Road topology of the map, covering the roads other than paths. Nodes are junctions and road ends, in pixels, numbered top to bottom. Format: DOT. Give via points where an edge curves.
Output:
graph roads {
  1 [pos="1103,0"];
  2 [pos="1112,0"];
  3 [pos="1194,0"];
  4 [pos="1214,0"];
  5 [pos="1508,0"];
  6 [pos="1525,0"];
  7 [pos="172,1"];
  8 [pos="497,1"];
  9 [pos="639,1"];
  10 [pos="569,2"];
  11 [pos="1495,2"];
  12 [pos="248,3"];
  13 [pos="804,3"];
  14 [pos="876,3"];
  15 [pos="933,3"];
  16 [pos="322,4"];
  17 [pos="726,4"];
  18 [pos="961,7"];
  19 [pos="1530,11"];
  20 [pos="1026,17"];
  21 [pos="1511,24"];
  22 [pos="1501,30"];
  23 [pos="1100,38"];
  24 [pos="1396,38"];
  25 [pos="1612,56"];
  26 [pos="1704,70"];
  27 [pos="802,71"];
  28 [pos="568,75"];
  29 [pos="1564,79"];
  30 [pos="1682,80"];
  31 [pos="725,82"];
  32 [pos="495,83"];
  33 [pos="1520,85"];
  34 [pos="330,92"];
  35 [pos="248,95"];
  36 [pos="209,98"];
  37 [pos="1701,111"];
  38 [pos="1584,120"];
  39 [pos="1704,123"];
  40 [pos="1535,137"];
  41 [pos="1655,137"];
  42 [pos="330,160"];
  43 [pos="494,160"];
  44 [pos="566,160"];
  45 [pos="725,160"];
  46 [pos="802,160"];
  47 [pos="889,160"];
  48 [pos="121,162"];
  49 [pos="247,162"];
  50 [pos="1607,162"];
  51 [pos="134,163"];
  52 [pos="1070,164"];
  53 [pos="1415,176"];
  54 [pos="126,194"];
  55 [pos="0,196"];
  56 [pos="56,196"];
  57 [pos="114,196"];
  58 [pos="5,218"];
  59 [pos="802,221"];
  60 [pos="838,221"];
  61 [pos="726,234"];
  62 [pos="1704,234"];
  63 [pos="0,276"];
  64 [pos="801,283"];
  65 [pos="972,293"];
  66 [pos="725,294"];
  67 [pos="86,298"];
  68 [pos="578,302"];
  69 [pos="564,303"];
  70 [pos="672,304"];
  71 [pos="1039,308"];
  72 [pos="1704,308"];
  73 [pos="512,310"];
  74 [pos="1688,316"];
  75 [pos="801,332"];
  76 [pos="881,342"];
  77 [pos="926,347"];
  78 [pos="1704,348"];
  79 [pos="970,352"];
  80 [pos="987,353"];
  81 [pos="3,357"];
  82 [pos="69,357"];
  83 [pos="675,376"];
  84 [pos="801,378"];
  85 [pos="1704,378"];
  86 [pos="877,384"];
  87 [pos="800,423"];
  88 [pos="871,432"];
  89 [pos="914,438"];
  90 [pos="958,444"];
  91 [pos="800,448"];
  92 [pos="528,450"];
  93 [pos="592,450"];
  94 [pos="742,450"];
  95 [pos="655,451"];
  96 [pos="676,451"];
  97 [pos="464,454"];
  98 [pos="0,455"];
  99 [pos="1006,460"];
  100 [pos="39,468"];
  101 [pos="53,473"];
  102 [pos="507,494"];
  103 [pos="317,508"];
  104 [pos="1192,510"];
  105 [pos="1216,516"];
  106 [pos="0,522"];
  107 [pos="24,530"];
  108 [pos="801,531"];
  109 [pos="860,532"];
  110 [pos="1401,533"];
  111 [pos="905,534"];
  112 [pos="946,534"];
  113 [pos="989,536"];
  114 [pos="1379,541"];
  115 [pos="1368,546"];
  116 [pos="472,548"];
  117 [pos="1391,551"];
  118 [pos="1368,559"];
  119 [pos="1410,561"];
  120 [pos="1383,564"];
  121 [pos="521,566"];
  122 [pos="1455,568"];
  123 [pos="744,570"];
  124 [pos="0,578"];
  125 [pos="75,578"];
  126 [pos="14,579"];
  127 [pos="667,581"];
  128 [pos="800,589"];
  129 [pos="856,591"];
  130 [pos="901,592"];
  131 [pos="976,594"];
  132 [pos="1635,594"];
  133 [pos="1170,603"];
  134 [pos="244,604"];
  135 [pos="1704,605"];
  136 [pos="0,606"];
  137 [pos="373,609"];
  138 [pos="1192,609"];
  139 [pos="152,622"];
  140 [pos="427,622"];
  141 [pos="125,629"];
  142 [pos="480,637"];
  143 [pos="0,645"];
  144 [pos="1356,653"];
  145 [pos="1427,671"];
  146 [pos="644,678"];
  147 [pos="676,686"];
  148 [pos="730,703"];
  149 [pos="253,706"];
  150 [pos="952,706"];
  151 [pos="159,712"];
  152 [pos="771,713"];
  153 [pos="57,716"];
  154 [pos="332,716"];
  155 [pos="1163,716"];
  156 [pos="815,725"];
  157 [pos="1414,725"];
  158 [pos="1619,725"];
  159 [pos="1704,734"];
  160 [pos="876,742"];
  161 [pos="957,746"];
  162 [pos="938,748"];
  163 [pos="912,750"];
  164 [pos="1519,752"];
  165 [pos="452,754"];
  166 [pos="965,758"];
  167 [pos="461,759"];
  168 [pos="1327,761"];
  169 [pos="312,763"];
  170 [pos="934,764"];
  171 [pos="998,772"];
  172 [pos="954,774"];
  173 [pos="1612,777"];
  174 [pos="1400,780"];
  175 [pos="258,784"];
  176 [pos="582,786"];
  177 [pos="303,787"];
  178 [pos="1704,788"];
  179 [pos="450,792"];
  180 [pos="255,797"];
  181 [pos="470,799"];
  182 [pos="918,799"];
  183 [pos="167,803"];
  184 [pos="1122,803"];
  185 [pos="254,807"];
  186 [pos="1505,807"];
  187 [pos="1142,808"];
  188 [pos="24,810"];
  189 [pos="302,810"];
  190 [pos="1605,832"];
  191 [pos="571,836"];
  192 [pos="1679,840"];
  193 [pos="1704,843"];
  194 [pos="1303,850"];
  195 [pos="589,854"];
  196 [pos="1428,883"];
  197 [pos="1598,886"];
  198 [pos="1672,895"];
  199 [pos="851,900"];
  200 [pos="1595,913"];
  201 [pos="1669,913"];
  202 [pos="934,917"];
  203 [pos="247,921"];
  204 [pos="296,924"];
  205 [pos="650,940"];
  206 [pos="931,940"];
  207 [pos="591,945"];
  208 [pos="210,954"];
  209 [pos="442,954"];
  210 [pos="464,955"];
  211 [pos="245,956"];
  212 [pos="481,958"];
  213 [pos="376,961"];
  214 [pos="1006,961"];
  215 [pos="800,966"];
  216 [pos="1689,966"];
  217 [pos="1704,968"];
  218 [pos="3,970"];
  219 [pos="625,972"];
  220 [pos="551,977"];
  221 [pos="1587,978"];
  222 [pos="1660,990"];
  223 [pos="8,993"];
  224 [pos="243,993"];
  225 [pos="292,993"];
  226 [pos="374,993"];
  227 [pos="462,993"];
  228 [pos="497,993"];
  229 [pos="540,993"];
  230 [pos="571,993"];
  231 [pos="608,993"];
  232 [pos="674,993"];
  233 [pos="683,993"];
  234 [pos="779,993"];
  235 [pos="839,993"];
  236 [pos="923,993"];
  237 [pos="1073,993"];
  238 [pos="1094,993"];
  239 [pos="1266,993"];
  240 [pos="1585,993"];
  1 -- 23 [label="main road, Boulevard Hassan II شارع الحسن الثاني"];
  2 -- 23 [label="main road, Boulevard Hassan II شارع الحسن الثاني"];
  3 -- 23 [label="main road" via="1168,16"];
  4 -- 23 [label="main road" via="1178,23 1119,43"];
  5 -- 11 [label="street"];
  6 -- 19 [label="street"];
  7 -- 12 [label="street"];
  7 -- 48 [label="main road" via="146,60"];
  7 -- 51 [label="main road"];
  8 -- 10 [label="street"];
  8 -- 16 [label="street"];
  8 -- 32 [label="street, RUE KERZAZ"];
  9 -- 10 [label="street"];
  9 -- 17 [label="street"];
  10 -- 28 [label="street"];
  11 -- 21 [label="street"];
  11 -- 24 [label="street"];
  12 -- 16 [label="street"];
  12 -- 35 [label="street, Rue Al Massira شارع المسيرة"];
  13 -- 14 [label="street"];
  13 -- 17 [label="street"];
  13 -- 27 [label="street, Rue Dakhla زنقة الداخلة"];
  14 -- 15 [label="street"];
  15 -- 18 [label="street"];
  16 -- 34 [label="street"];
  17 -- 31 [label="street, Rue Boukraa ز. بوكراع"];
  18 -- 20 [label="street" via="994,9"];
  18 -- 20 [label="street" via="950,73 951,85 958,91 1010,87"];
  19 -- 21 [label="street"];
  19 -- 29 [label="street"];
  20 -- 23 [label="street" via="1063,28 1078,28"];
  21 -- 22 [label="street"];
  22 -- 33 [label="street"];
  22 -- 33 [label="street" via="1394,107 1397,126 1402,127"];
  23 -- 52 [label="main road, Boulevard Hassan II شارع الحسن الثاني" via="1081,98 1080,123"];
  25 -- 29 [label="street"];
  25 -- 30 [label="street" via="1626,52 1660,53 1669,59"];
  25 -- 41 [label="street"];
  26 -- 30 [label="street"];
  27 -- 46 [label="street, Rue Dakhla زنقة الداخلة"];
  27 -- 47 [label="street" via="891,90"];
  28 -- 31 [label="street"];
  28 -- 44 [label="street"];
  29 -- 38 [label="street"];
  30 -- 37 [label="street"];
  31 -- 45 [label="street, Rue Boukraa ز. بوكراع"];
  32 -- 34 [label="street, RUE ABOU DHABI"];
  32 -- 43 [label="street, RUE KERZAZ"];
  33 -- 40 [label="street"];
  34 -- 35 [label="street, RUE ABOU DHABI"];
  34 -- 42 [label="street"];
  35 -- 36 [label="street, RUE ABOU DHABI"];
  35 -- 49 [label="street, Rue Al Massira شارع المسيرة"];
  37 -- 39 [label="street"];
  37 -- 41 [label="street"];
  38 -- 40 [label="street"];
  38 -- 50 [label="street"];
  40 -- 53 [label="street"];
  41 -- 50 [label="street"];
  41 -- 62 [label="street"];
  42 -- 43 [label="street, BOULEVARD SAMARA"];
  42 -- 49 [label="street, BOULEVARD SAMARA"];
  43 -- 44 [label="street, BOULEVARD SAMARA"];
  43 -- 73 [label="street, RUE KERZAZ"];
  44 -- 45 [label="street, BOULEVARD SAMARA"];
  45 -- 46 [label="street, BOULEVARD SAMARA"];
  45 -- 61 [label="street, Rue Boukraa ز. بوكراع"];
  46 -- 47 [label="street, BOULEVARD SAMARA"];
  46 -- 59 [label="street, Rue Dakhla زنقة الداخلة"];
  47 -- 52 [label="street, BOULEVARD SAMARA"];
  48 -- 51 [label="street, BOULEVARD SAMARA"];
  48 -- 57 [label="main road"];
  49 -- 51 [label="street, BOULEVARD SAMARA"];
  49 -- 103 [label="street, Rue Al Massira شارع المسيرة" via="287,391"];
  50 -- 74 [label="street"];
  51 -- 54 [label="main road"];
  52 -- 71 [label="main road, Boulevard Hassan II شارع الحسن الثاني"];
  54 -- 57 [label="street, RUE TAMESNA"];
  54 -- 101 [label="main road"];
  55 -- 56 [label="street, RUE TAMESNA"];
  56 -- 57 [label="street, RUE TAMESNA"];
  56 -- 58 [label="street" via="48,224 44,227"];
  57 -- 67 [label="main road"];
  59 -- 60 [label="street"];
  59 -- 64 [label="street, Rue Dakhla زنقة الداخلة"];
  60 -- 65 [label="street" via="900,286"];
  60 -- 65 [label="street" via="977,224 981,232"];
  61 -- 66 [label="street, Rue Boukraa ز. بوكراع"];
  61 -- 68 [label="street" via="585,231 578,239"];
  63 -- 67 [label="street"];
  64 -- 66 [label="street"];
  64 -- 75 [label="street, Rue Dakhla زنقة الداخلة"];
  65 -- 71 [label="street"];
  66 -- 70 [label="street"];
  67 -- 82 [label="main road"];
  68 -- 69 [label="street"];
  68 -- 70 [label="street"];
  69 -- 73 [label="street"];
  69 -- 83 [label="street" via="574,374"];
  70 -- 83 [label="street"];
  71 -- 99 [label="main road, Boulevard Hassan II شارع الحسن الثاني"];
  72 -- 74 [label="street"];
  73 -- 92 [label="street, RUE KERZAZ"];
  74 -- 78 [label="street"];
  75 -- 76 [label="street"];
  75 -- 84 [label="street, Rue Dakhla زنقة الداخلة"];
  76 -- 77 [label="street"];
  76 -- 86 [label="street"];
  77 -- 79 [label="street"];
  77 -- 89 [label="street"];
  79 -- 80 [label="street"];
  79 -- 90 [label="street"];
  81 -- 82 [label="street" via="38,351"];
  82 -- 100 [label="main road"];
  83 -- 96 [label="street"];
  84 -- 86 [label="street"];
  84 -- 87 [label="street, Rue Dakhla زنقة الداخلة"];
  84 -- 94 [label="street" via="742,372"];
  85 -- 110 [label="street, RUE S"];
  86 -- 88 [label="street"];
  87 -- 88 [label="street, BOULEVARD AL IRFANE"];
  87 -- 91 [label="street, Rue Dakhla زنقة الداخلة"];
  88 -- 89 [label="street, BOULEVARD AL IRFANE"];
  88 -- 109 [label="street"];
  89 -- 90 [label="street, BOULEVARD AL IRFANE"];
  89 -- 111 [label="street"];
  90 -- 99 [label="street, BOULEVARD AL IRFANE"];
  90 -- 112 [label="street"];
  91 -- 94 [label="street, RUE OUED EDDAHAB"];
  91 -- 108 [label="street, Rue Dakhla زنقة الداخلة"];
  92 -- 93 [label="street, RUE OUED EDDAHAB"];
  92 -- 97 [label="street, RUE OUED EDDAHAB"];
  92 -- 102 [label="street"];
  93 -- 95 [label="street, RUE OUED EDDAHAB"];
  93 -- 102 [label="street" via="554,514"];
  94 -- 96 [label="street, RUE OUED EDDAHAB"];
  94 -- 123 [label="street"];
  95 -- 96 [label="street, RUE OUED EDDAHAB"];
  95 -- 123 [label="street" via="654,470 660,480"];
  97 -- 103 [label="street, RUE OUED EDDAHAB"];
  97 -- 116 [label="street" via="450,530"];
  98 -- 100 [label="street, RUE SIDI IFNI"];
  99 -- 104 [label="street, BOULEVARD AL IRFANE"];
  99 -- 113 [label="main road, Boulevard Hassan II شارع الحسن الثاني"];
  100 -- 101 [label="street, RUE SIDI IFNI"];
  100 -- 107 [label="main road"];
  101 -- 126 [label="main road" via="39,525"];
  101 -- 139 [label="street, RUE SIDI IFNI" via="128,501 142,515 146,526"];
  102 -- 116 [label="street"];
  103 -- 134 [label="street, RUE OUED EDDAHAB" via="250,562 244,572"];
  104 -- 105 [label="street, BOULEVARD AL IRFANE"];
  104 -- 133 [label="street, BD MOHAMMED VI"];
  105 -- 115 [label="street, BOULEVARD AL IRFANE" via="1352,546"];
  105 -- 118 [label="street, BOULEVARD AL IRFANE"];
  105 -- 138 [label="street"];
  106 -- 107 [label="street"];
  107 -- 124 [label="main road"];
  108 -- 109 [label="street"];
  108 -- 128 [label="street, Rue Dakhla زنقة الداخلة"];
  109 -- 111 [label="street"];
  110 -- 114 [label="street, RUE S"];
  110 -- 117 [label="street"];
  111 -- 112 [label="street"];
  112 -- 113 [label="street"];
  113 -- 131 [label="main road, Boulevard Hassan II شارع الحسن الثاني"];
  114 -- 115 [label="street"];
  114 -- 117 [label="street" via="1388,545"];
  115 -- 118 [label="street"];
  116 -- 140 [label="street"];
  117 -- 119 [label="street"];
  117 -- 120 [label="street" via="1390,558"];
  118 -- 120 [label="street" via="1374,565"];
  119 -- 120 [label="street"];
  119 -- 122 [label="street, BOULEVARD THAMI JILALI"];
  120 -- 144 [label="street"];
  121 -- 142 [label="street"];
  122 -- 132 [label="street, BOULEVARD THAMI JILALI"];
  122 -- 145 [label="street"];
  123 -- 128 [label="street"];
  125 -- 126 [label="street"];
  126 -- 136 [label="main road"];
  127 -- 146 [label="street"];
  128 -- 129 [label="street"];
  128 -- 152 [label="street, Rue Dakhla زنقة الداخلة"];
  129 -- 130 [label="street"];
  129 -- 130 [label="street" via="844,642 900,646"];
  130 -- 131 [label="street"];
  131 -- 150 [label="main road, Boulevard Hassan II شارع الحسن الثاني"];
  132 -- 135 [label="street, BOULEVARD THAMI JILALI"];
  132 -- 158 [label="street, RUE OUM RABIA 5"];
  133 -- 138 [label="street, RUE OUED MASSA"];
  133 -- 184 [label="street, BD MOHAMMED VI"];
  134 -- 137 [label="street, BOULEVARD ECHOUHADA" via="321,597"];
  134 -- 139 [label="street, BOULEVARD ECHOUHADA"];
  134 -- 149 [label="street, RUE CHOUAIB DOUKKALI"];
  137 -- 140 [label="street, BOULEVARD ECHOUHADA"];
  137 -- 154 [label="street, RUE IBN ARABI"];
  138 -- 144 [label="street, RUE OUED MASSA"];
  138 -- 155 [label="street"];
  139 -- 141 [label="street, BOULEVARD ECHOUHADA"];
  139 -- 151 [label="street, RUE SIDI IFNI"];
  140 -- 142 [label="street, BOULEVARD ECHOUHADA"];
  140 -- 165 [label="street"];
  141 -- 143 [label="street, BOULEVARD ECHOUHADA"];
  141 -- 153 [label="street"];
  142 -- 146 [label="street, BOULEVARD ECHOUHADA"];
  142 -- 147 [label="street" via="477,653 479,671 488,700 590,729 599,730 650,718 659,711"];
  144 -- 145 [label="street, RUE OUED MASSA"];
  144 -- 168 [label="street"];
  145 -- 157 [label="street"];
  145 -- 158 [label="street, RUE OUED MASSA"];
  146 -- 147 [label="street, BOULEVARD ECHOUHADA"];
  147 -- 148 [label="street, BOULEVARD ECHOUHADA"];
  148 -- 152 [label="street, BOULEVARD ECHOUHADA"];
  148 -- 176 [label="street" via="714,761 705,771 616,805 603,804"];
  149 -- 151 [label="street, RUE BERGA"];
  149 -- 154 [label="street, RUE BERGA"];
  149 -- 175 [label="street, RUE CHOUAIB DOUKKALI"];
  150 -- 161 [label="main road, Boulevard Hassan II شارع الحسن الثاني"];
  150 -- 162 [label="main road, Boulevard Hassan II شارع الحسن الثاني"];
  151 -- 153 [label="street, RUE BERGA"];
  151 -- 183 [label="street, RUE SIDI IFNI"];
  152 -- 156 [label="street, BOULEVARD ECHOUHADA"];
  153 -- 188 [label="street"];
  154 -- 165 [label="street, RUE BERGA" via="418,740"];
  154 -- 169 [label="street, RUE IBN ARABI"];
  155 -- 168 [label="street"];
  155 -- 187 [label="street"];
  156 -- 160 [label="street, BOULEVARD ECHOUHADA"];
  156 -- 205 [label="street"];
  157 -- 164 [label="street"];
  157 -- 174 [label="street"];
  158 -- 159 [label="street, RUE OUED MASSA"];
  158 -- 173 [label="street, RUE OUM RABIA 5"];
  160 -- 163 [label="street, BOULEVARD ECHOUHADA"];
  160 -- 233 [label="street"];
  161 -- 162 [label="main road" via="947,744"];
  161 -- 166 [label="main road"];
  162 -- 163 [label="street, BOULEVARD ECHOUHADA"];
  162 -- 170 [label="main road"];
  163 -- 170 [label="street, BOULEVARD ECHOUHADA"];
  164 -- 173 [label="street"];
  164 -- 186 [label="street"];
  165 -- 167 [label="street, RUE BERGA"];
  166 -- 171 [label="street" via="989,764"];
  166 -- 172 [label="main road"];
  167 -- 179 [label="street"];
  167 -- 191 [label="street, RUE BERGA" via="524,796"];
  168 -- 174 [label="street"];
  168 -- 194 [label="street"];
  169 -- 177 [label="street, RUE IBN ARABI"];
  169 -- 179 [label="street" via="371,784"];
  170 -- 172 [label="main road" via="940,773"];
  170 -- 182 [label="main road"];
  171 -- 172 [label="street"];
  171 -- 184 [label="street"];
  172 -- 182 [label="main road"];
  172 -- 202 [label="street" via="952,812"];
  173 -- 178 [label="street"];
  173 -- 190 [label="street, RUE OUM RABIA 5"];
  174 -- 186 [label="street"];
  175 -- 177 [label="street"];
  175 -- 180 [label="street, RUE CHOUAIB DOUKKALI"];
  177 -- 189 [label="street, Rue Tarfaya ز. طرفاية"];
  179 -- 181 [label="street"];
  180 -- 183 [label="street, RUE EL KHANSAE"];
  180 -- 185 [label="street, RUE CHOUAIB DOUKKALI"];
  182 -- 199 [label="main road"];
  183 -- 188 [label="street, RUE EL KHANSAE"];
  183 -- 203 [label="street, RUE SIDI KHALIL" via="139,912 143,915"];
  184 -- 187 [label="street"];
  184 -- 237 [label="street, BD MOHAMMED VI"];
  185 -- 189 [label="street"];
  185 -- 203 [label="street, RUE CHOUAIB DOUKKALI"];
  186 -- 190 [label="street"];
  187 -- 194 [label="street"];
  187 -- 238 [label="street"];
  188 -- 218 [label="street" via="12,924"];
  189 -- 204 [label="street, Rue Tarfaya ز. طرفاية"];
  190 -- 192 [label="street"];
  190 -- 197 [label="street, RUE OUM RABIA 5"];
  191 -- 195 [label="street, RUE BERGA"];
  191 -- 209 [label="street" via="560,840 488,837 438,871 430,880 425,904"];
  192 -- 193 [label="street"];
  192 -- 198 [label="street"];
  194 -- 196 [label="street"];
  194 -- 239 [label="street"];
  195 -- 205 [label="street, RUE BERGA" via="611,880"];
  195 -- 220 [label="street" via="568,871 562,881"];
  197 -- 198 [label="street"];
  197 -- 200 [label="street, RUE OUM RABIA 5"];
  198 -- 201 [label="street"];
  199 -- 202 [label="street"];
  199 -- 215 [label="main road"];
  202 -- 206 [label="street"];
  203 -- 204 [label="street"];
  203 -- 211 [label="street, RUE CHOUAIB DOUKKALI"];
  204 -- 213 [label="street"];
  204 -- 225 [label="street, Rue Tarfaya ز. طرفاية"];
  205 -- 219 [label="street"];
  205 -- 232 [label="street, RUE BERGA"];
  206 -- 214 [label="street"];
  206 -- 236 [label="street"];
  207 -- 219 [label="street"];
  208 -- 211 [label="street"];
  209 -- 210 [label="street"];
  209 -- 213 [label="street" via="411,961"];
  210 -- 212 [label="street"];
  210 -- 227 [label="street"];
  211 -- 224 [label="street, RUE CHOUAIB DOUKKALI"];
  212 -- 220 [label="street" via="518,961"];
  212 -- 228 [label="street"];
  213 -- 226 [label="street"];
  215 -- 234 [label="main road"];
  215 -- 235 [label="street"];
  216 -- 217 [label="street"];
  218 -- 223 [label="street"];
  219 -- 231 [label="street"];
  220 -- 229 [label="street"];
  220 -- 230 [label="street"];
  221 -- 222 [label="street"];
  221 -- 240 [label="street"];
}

-*-*-

- **WORK ITEM**: Your answer should be every line above that contains the word "ABOU".

- **RESPONSE TO THE EXERCISE**:
  32 -- 34 [label="street, RUE ABOU DHABI"];
  34 -- 35 [label="street, RUE ABOU DHABI"];
  35 -- 36 [label="street, RUE ABOU DHABI"];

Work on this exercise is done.